_What the task requires:_ Your task is to filter the entries and copy every line containing the string "飯能狭山バイパス".
Supplied records below:
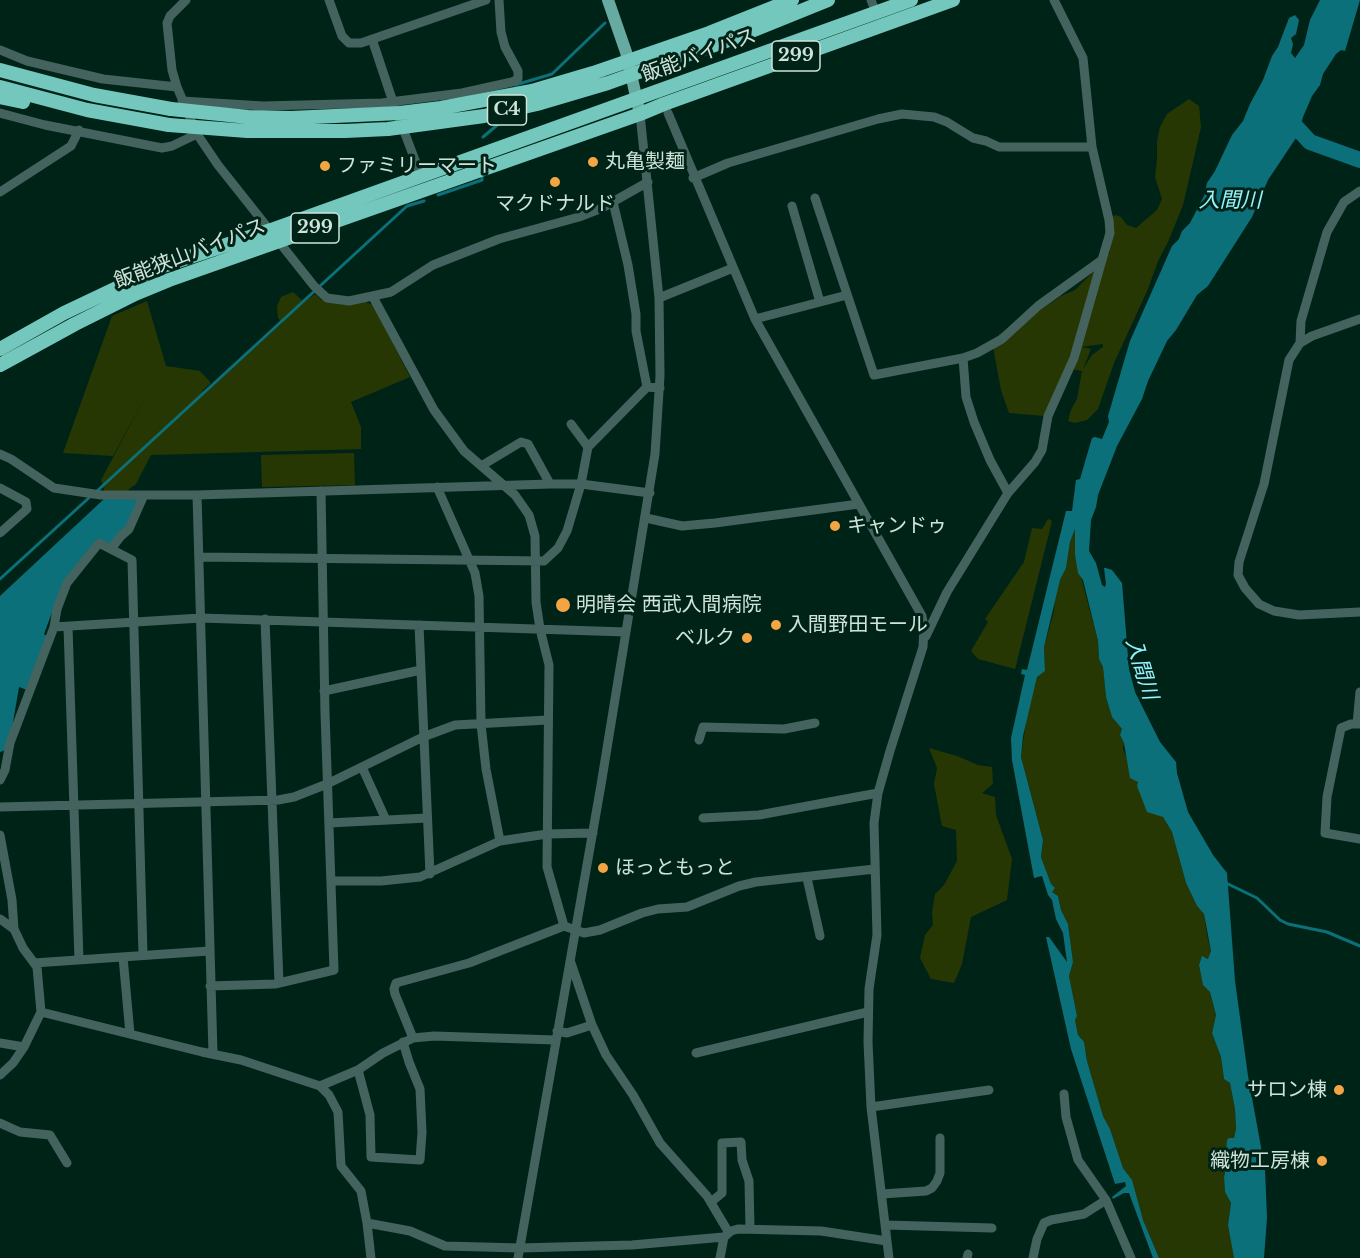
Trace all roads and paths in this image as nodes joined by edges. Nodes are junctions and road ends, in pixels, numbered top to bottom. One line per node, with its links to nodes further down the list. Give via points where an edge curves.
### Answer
1 (186, 0): 16 (street, via 167,23)
2 (329, 0): 12 (street, via 342,36 349,43)
3 (486, 0): 12 (street)
4 (499, 0): 19 (street, via 501,32 518,79 462,93)
5 (608, 0): 18 (main road, via 626,52)
6 (792, 0): 20 (highway, C4, bridge, via 593,73 532,91 441,108 291,118 210,114)
7 (828, 0): 24 (highway, C4, bridge, via 608,83 484,116 345,131 247,131)
8 (911, 0): 11 (highway, 飯能バイパス / 299)
9 (953, 0): 22 (highway, 飯能バイパス / 299)
10 (1054, 0): 27 (street, via 1083,58)
11 (873, 7): 18 (highway, 飯能バイパス / 299)
12 (372, 39): 19 (street)
13 (0, 50): 16 (street, via 27,61 103,79)
14 (0, 70): 20 (highway, C4, via 94,95)
15 (0, 87): 24 (highway, C4)
16 (177, 87): 20 (street)
17 (0, 97): 24 (highway)
18 (636, 99): 22 (main road); 28 (highway, 飯能狭山バイパス / 299)
19 (393, 102): 20 (street); 28 (street)
20 (177, 105): 26 (street)
21 (0, 113): 25 (street)
22 (640, 114): 30 (street); 36 (highway, 飯能狭山バイパス / 299)
23 (668, 114): 29 (street)
24 (135, 120)
25 (79, 130): 26 (street, via 162,148); 32 (street, via 71,146)
26 (197, 134): 36 (street)
27 (1092, 147): 29 (street, via 999,147 934,117 902,114 728,163); 37 (street, via 1109,220 1110,233)
28 (421, 176): 36 (highway, 飯能狭山バイパス / 299)
29 (693, 178): 38 (street)
30 (648, 182): 34 (street); 41 (street)
31 (1360, 191): 45 (street, via 1344,202 1327,232 1301,321)
32 (0, 192)
33 (815, 198): 39 (street)
34 (613, 201): 40 (street, via 579,217 499,239 434,265 391,292); 49 (street, via 628,266)
35 (792, 206): 42 (street)
36 (275, 235): 40 (street, via 322,294 342,301); 46 (highway, 飯能狭山バイパス / 299, via 153,271); 48 (highway, 飯能狭山バイパス / 299, via 135,294)
37 (1102, 260): 47 (street, via 1038,306 1002,339); 62 (street, via 1074,358 1047,416 1042,450)
38 (733, 268): 41 (street); 43 (street)
39 (847, 294): 42 (street); 47 (street, via 874,375)
40 (373, 297): 54 (street, via 434,410 464,451)
41 (659, 298): 50 (street)
42 (820, 302): 43 (street)
43 (755, 319): 65 (street)
44 (1360, 319): 45 (street)
45 (1300, 343): 73 (street, via 1286,369 1264,484 1238,575 1259,604 1274,611 1299,615)
46 (0, 349)
47 (963, 358): 62 (street, via 966,397 974,422)
48 (0, 365)
49 (647, 387): 50 (street); 52 (street)
50 (660, 388): 61 (street)
51 (571, 424): 52 (street)
52 (588, 447): 56 (street)
53 (0, 454): 63 (street, via 54,488 87,494)
54 (482, 466): 55 (street, via 521,442 528,444); 57 (street)
55 (550, 484): 56 (street); 57 (street)
56 (580, 484): 61 (street); 72 (street, via 570,524 558,548 544,561)
57 (505, 485): 58 (street); 72 (street, via 529,515 536,544)
58 (437, 487): 60 (street); 71 (street)
59 (0, 488): 67 (street, via 26,502 27,510)
60 (321, 491): 64 (street); 70 (street)
61 (650, 493): 66 (street)
62 (1008, 493): 84 (street, via 947,592)
63 (144, 495): 64 (street); 68 (street, via 129,530)
64 (197, 495): 69 (street)
65 (859, 504): 66 (street, via 714,524 682,526); 84 (street, via 922,616)
66 (646, 518): 83 (street)
67 (0, 533)
68 (111, 549): 77 (street, via 132,560); 79 (street, via 99,543 67,583)
69 (199, 557): 70 (street); 74 (street)
70 (322, 558): 71 (street); 76 (street)
71 (469, 560): 72 (street); 81 (street, via 479,596)
72 (535, 562): 82 (street)
73 (1360, 612)
74 (201, 618): 75 (street); 77 (street); 99 (street)
75 (265, 620): 76 (street); 98 (street)
76 (323, 621): 78 (street); 86 (street)
77 (134, 622): 80 (street); 100 (street)
78 (419, 625): 81 (street); 85 (street)
79 (54, 627): 80 (street); 95 (street)
80 (68, 627): 101 (street)
81 (480, 627): 82 (street); 90 (street)
82 (540, 629): 83 (street); 88 (street, via 549,665)
83 (626, 632): 107 (street)
84 (925, 638): 97 (street)
85 (421, 670): 86 (street); 92 (street)
86 (324, 691): 96 (street)
87 (1360, 693): 91 (street)
88 (548, 720): 90 (street); 108 (street)
89 (815, 723): 93 (street, via 784,729 703,727)
90 (482, 724): 92 (street, via 455,725); 111 (street)
91 (1358, 724): 110 (street, via 1341,728 1327,797 1325,833)
92 (423, 737): 94 (street); 103 (street)
93 (699, 740)
94 (362, 767): 96 (street); 105 (street)
95 (0, 780)
96 (327, 784): 98 (street, via 294,797); 106 (street)
97 (878, 793): 104 (street, via 759,815); 113 (street)
98 (273, 800): 99 (street); 128 (street)
99 (206, 801): 100 (street); 122 (street)
100 (138, 803): 101 (street); 123 (street)
101 (73, 805): 102 (street); 125 (street)
102 (0, 807)
103 (427, 818): 105 (street); 114 (street)
104 (703, 818)
105 (387, 820): 106 (street)
106 (329, 823): 116 (street)
107 (593, 833): 108 (street); 120 (street)
108 (548, 834): 111 (street); 118 (street, via 547,867)
109 (0, 835): 112 (street)
110 (1360, 839)
111 (500, 841): 114 (street)
112 (2, 855): 119 (street)
113 (875, 868): 115 (street); 131 (street, via 877,935)
114 (430, 874): 116 (street, via 399,881)
115 (807, 878): 120 (street, via 756,882 687,907 642,913 600,930); 121 (street)
116 (331, 881): 128 (street, via 334,970)
117 (0, 919): 119 (street)
118 (564, 926): 120 (street); 135 (street, via 469,963 396,983 395,994)
119 (15, 929): 127 (street)
120 (575, 931): 126 (street)
121 (820, 936)
122 (209, 951): 123 (street); 129 (street)
123 (143, 956): 124 (street)
124 (123, 957): 125 (street); 133 (street)
125 (79, 960): 127 (street)
126 (570, 961): 132 (street); 134 (street)
127 (33, 963): 130 (street)
128 (279, 983): 129 (street)
129 (210, 986): 138 (street)
130 (41, 1012): 133 (street); 137 (street)
131 (868, 1012): 139 (street); 145 (street)
132 (592, 1025): 134 (street); 151 (street, via 660,1143)
133 (130, 1034): 138 (street)
134 (556, 1035): 135 (street, via 434,1036); 158 (street)
135 (408, 1040): 140 (street); 140 (street, via 420,1089 420,1160 371,1157 369,1115)
136 (0, 1042): 137 (street)
137 (24, 1047): 141 (street)
138 (213, 1053): 142 (street)
139 (696, 1053)
140 (358, 1070): 142 (street)
141 (0, 1075)
142 (320, 1086): 152 (street, via 338,1112 340,1166 358,1185)
143 (989, 1090): 145 (street)
144 (1064, 1094): 150 (street, via 1078,1160)
145 (871, 1107): 149 (street)
146 (0, 1123): 148 (street, via 20,1132 50,1135)
147 (940, 1138): 149 (street, via 940,1173 932,1188)
148 (67, 1163)
149 (882, 1194): 153 (street)
150 (1106, 1200): 162 (street, via 1084,1214 1044,1223); 163 (street)
151 (711, 1202): 155 (street, via 722,1193 722,1143 741,1142 749,1181); 156 (street)
152 (367, 1223): 158 (street, via 410,1231 445,1246); 159 (street)
153 (886, 1225): 154 (street); 157 (street)
154 (992, 1228)
155 (750, 1229): 156 (street); 157 (street, via 821,1231)
156 (726, 1235): 158 (street); 160 (street)
157 (887, 1241): 161 (street)
158 (519, 1253)
159 (371, 1258)
160 (720, 1258)
161 (889, 1258)
162 (1033, 1258)
163 (1131, 1258)

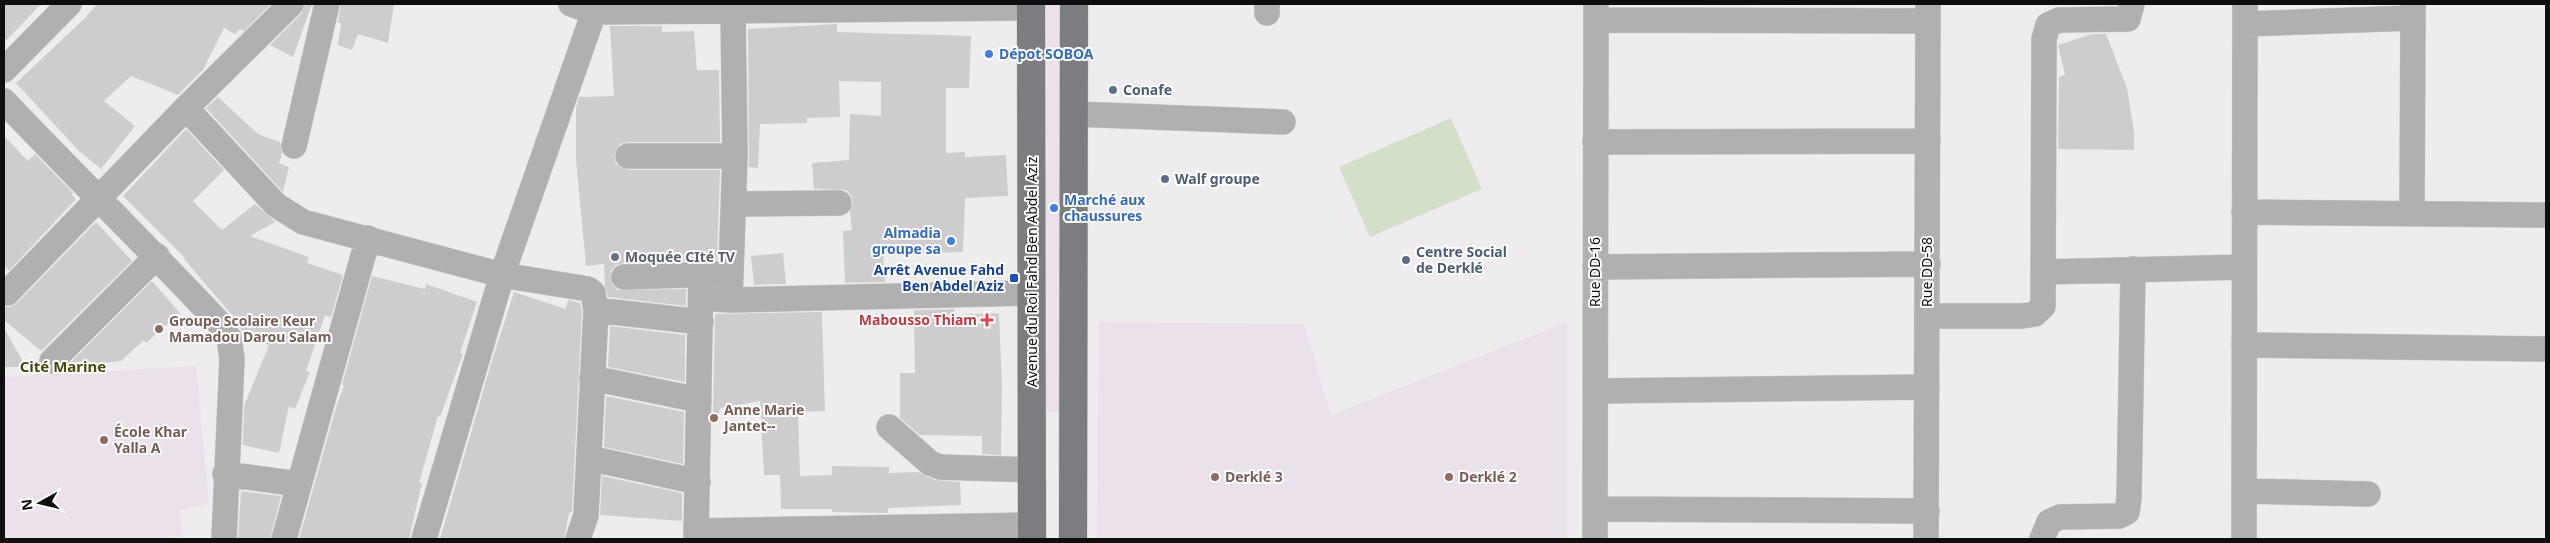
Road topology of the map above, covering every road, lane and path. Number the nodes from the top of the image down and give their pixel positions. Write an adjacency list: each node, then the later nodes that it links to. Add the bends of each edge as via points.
1 (69, 4): 13 (street)
2 (291, 4): 15 (street)
3 (326, 4): 20 (street)
4 (1074, 4): 16 (main road)
5 (2132, 4): 35 (street, via 2128,19 2059,20 2048,25 2044,39)
6 (1031, 6): 9 (street); 41 (main road, Avenue du Roi Fahd Ben Abdel Aziz)
7 (582, 8): 9 (street); 38 (street)
8 (2412, 11): 12 (street); 27 (street)
9 (733, 12): 22 (street)
10 (1596, 12): 11 (street); 19 (street, Rue DD-16)
11 (1928, 12): 18 (street, Rue DD-58)
12 (2245, 14): 26 (street)
13 (4, 70)
14 (4, 101): 23 (street)
15 (186, 108): 23 (street); 29 (street, via 288,214 303,222)
16 (1074, 114): 17 (street); 69 (main road)
17 (1283, 122)
18 (1928, 141): 19 (street); 31 (street, Rue DD-58)
19 (1595, 142): 32 (street, Rue DD-16)
20 (294, 146)
21 (628, 156): 22 (street)
22 (736, 156): 25 (street)
23 (99, 201): 30 (street); 40 (street)
24 (839, 203): 25 (street)
25 (735, 204): 37 (street)
26 (2244, 212): 27 (street); 33 (street)
27 (2412, 213): 28 (street)
28 (2546, 215)
29 (368, 238): 38 (street); 58 (street)
30 (157, 256): 48 (street); 56 (street, via 230,338 232,359)
31 (1928, 264): 32 (street); 45 (street, Rue DD-58)
32 (1595, 267): 51 (street, Rue DD-16)
33 (2244, 267): 34 (street); 46 (street)
34 (2133, 269): 35 (street); 72 (street, via 2127,512 2119,516 2060,517 2049,522)
35 (2043, 272): 45 (street, via 2043,306 2035,314)
36 (701, 273): 37 (street); 39 (street); 44 (street)
37 (730, 274): 42 (street)
38 (502, 275): 43 (street, via 588,289 593,293); 67 (street)
39 (624, 277)
40 (7, 293)
41 (1032, 293): 42 (street); 55 (main road, Avenue du Roi Fahd Ben Abdel Aziz)
42 (730, 300): 44 (street)
43 (596, 310): 44 (street); 49 (street)
44 (701, 310): 52 (street)
45 (1927, 316): 50 (street, Rue DD-58)
46 (2244, 345): 47 (street); 59 (street)
47 (2546, 349)
48 (52, 361)
49 (592, 378): 52 (street); 54 (street)
50 (1927, 387): 51 (street); 62 (street, Rue DD-58)
51 (1595, 391): 61 (street, Rue DD-16)
52 (699, 400): 57 (street)
53 (889, 427): 55 (street, via 930,463 940,467)
54 (589, 458): 57 (street); 68 (street, via 586,516)
55 (1032, 470): 63 (main road, Avenue du Roi Fahd Ben Abdel Aziz)
56 (225, 474): 58 (street); 65 (street)
57 (698, 482): 64 (street)
58 (299, 484): 66 (street)
59 (2244, 491): 60 (street); 73 (street)
60 (2368, 494)
61 (1596, 509): 62 (street); 70 (street, Rue DD-16)
62 (1927, 511): 71 (street, Rue DD-58)
63 (1032, 532): 64 (street)
64 (696, 535)
65 (224, 539)
66 (284, 539)
67 (424, 539)
68 (578, 539)
69 (1073, 539)
70 (1595, 539)
71 (1926, 539)
72 (2042, 539)
73 (2244, 539)

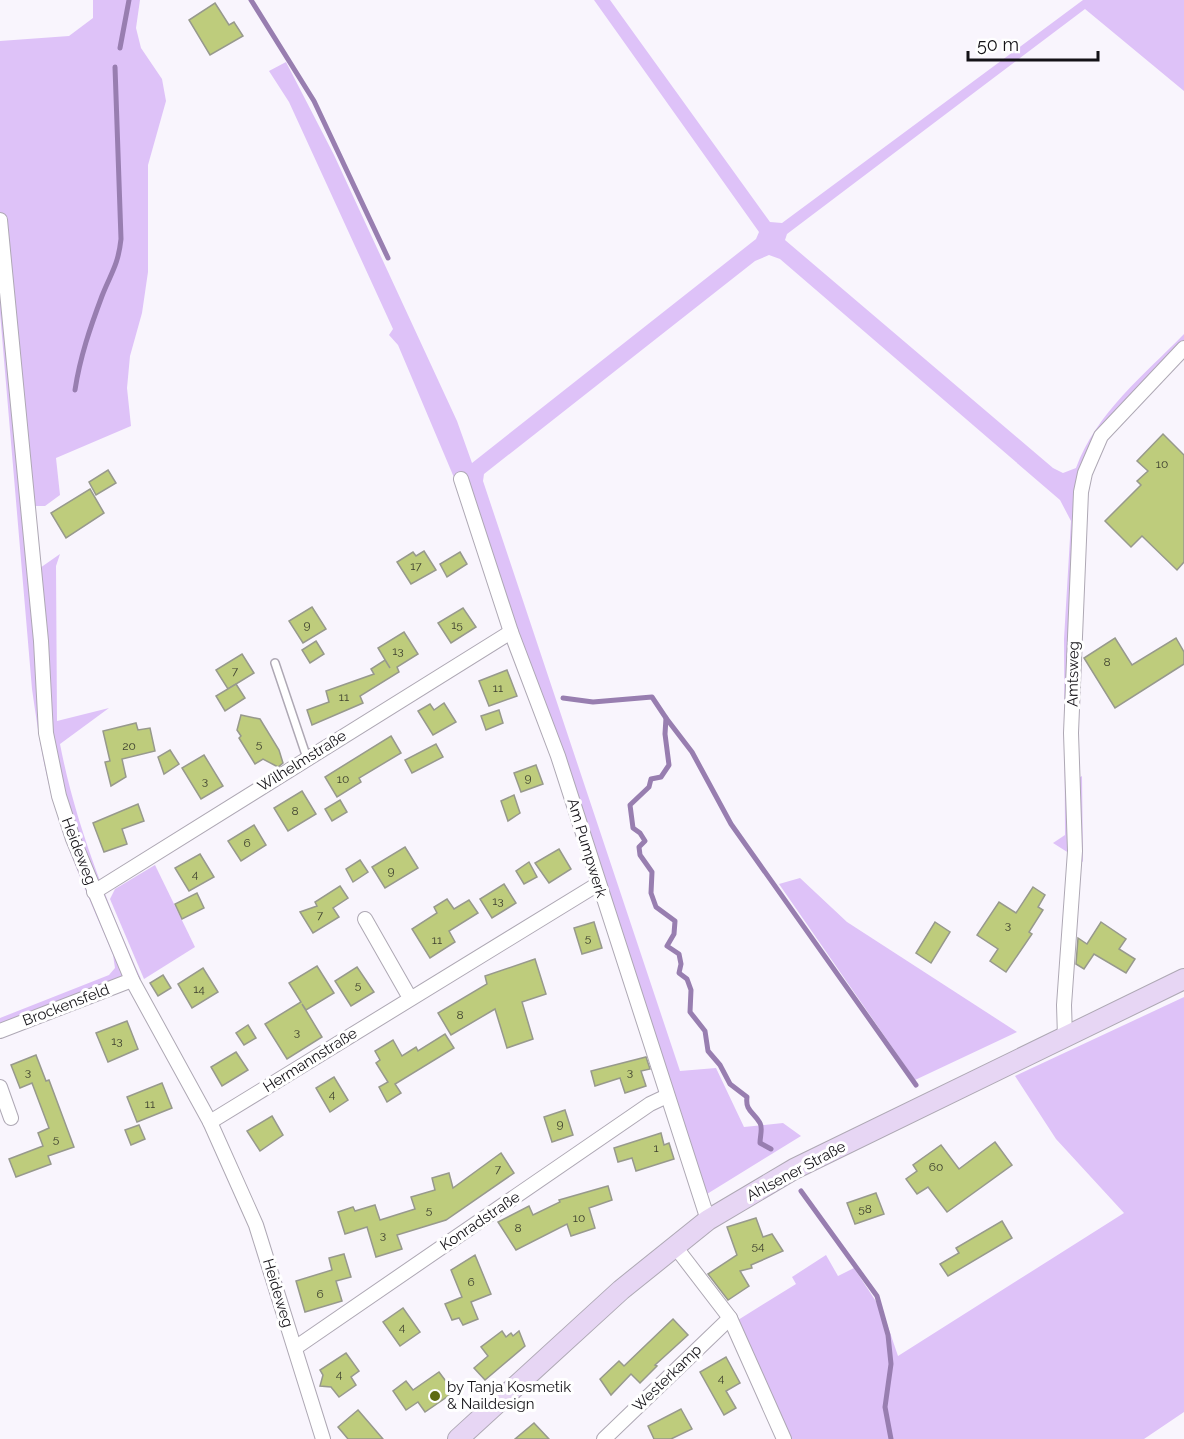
End of Supplied records.
_Problem solution:_
18 (636, 99): 22 (main road); 28 (highway, 飯能狭山バイパス / 299)
22 (640, 114): 30 (street); 36 (highway, 飯能狭山バイパス / 299)
28 (421, 176): 36 (highway, 飯能狭山バイパス / 299)
36 (275, 235): 40 (street, via 322,294 342,301); 46 (highway, 飯能狭山バイパス / 299, via 153,271); 48 (highway, 飯能狭山バイパス / 299, via 135,294)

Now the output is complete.